Stored items:
[Start of Attachment]

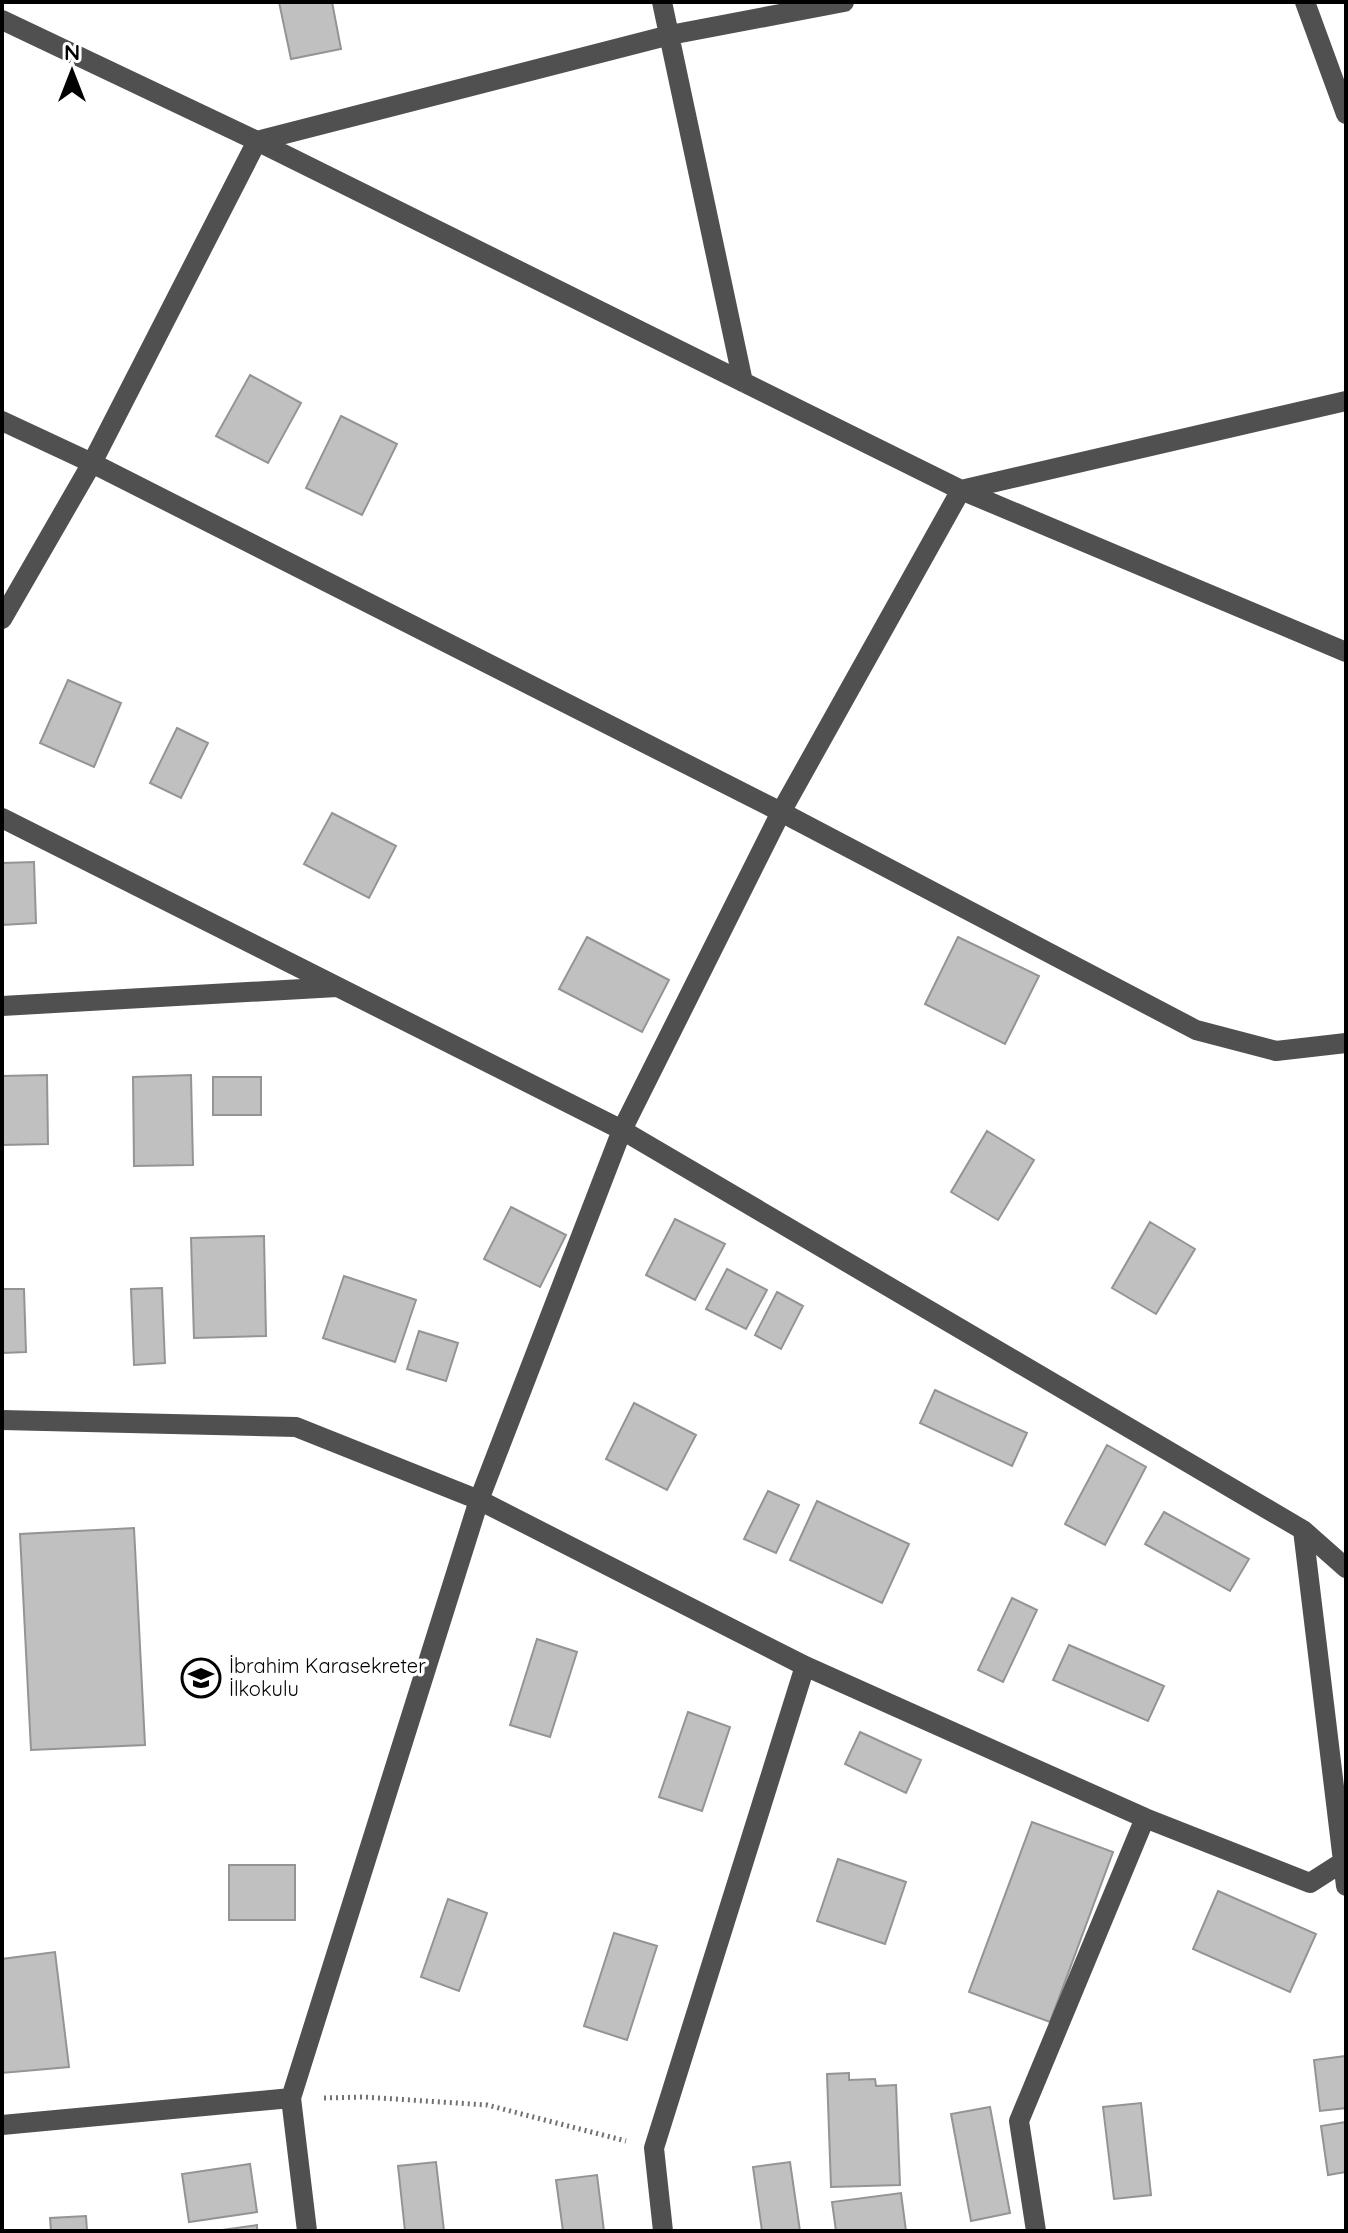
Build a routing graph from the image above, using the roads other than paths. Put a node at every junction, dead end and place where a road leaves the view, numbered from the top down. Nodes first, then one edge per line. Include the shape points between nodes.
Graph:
1 (662, 2) edge
2 (844, 2) edge
3 (1305, 2) edge
4 (2, 20) edge
5 (670, 35) junction
6 (1346, 114) edge
7 (257, 141) junction
8 (743, 382) junction
9 (1346, 401) edge
10 (2, 421) edge
11 (92, 463) junction
12 (961, 490) junction
13 (2, 619) edge
14 (1346, 652) edge
15 (781, 812) junction
16 (2, 818) edge
17 (338, 986) junction
18 (2, 1006) edge
19 (1346, 1043) edge
20 (622, 1130) junction
21 (2, 1420) edge
22 (479, 1500) junction
23 (1303, 1530) junction
24 (1346, 1568) edge
25 (805, 1666) junction
26 (1145, 1818) junction
27 (1344, 1860) edge
28 (1346, 1886) edge
29 (291, 2098) junction
30 (2, 2125) edge
31 (307, 2231) edge
32 (663, 2231) edge
33 (1036, 2231) edge

1 - 5 street
2 - 5 street
3 - 6 street
4 - 7 street
5 - 7 street
5 - 8 street
7 - 8 street
7 - 11 street
8 - 12 street
9 - 12 street
10 - 11 street
11 - 13 street
11 - 15 street
12 - 14 street
12 - 15 street
15 - 19 street via 1196,1030 1276,1051
15 - 20 street
16 - 17 street
17 - 18 street
17 - 20 street
20 - 22 street
20 - 23 street
21 - 22 street via 296,1427
22 - 25 street
22 - 29 street
23 - 24 street
23 - 27 street
25 - 26 street
25 - 32 street via 654,2148
26 - 27 street via 1310,1883
26 - 33 street via 1019,2121
27 - 28 street
29 - 30 street
29 - 31 street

[End of Attachment]

What this task involves: Retype all the data exactly; skip the pictures.

Written response:
Build a routing graph from the image above, using the roads other than paths. Put a node at every junction, dead end and place where a road leaves the view, numbered from the top down. Nodes first, then one edge per line. Include the shape points between nodes.
Graph:
1 (662, 2) edge
2 (844, 2) edge
3 (1305, 2) edge
4 (2, 20) edge
5 (670, 35) junction
6 (1346, 114) edge
7 (257, 141) junction
8 (743, 382) junction
9 (1346, 401) edge
10 (2, 421) edge
11 (92, 463) junction
12 (961, 490) junction
13 (2, 619) edge
14 (1346, 652) edge
15 (781, 812) junction
16 (2, 818) edge
17 (338, 986) junction
18 (2, 1006) edge
19 (1346, 1043) edge
20 (622, 1130) junction
21 (2, 1420) edge
22 (479, 1500) junction
23 (1303, 1530) junction
24 (1346, 1568) edge
25 (805, 1666) junction
26 (1145, 1818) junction
27 (1344, 1860) edge
28 (1346, 1886) edge
29 (291, 2098) junction
30 (2, 2125) edge
31 (307, 2231) edge
32 (663, 2231) edge
33 (1036, 2231) edge

1 - 5 street
2 - 5 street
3 - 6 street
4 - 7 street
5 - 7 street
5 - 8 street
7 - 8 street
7 - 11 street
8 - 12 street
9 - 12 street
10 - 11 street
11 - 13 street
11 - 15 street
12 - 14 street
12 - 15 street
15 - 19 street via 1196,1030 1276,1051
15 - 20 street
16 - 17 street
17 - 18 street
17 - 20 street
20 - 22 street
20 - 23 street
21 - 22 street via 296,1427
22 - 25 street
22 - 29 street
23 - 24 street
23 - 27 street
25 - 26 street
25 - 32 street via 654,2148
26 - 27 street via 1310,1883
26 - 33 street via 1019,2121
27 - 28 street
29 - 30 street
29 - 31 street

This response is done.